Stefanie hat geschrieben :
So 23. Jul 2023, 20:13
Mir ist es auch nicht gelungen, einen frei verfügbaren Text zu Waldenfels zu finden.

Gefühl des Verstehens hat mich irgendwie angesprochen. Ich glaube, dass ich das erstmal anders verstanden habe, als Jörn.
Jörn hat geschrieben
"Emotionen* sind aber selbst eine Form des Verstehens. Das Aha-Erlebnis ist ein Beispiel dafür, es ist eine besondere Form des Verstehens."

In dem Moment, wo ich etwas verstanden habe, wie zB. beim aha Effekt, erlebe ich Emotionen. Nicht so erhabene wie in dem Beispiel mit Rousseau. Aber Freude, Erleichterung, und auch mal Stolz. Dies ist aber doch die Folge des Verstehens, und nicht das Verstehen an sich.
Oder?
Ich würde diese Passage gleich zu Beginn des Texts anders lesen. [meine Hervorhebungen]

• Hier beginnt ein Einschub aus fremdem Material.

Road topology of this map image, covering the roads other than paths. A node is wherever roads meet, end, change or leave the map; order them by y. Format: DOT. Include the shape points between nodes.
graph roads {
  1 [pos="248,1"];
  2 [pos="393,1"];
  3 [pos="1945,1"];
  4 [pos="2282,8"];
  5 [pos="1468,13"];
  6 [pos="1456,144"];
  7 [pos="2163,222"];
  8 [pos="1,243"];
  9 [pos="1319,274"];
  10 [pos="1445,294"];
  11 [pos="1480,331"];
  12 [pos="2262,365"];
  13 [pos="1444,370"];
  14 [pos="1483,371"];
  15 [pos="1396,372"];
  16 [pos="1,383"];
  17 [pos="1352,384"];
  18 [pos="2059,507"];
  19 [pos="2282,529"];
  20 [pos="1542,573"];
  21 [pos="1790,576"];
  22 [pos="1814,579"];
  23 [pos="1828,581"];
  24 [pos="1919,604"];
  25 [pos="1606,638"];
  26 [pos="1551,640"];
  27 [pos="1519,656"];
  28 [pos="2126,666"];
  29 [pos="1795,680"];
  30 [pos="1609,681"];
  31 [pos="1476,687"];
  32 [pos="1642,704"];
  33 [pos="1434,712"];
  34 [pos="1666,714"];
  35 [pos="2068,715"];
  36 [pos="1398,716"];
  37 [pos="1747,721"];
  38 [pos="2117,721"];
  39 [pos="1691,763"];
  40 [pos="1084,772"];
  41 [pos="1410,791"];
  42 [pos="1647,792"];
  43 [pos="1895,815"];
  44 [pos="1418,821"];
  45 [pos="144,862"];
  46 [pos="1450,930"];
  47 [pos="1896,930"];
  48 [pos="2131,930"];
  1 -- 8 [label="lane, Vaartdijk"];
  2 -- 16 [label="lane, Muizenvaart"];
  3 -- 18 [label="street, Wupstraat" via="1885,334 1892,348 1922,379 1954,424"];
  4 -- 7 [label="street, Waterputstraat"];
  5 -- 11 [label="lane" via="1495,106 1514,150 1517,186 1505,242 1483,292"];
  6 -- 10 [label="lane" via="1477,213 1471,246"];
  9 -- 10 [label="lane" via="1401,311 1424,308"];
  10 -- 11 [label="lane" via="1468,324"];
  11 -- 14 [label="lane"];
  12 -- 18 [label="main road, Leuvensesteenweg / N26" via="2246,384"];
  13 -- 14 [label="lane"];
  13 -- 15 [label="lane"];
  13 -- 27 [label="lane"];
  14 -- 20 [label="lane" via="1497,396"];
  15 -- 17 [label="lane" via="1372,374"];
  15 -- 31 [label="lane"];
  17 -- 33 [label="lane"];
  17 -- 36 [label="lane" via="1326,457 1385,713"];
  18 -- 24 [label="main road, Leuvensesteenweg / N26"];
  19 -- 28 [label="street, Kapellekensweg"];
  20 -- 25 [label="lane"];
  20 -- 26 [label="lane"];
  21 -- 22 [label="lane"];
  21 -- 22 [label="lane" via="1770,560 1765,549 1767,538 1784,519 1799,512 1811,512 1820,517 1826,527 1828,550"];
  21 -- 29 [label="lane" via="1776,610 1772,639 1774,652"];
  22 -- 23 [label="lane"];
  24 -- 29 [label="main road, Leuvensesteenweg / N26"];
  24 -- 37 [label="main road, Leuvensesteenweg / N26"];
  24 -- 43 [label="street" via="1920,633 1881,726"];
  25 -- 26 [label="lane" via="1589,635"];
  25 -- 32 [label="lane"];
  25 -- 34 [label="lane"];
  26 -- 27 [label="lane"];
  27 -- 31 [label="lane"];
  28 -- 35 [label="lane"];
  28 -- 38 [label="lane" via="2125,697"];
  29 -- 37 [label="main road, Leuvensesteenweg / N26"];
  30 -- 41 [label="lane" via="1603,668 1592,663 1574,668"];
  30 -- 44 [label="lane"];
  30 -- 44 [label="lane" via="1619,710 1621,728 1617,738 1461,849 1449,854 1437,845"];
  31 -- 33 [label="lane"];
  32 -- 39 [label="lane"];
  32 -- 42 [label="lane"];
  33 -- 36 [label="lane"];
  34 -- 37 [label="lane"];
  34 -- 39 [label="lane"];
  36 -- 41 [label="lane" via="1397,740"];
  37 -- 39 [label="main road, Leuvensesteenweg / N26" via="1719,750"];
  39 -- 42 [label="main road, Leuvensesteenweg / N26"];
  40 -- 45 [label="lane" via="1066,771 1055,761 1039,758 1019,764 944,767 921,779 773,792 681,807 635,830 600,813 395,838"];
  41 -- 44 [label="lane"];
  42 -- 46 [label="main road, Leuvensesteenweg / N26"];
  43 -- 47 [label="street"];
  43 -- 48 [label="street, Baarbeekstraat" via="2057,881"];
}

philomag.de hat geschrieben : Für den Anfang tut man gut daran, sich den Aha-Moment als ein „Gefühl des Verstehens“ vorzustellen. Er hat also sowohl mit unserem Verstand, als auch mit einem emotionalen Erleben zu tun. [...] die Debatte um eine erkenntnisfördernde oder gar -stiftende Funktion von Emotionen [ist] jung und randständig. [Beim] Aha-Erleben ... handelt [es sich] nicht bloß um ein lustbereitendes Phänomen, einen netten Zusatz zu der Erkenntnis.
Aber ich glaube, ich habe die Pointe des Textes auch noch nicht ganz verstanden. So wie ich das bisher sehe, besteht die erkenntnisfördernde oder gar erkenntnisstiftende Funktion dieser Erfahrung darin, dass sie uns das "Objekt" plötzlich als Ganzes vor Augen führt, wo wir vorher nur einzelne Erkenntnisstücke hatten.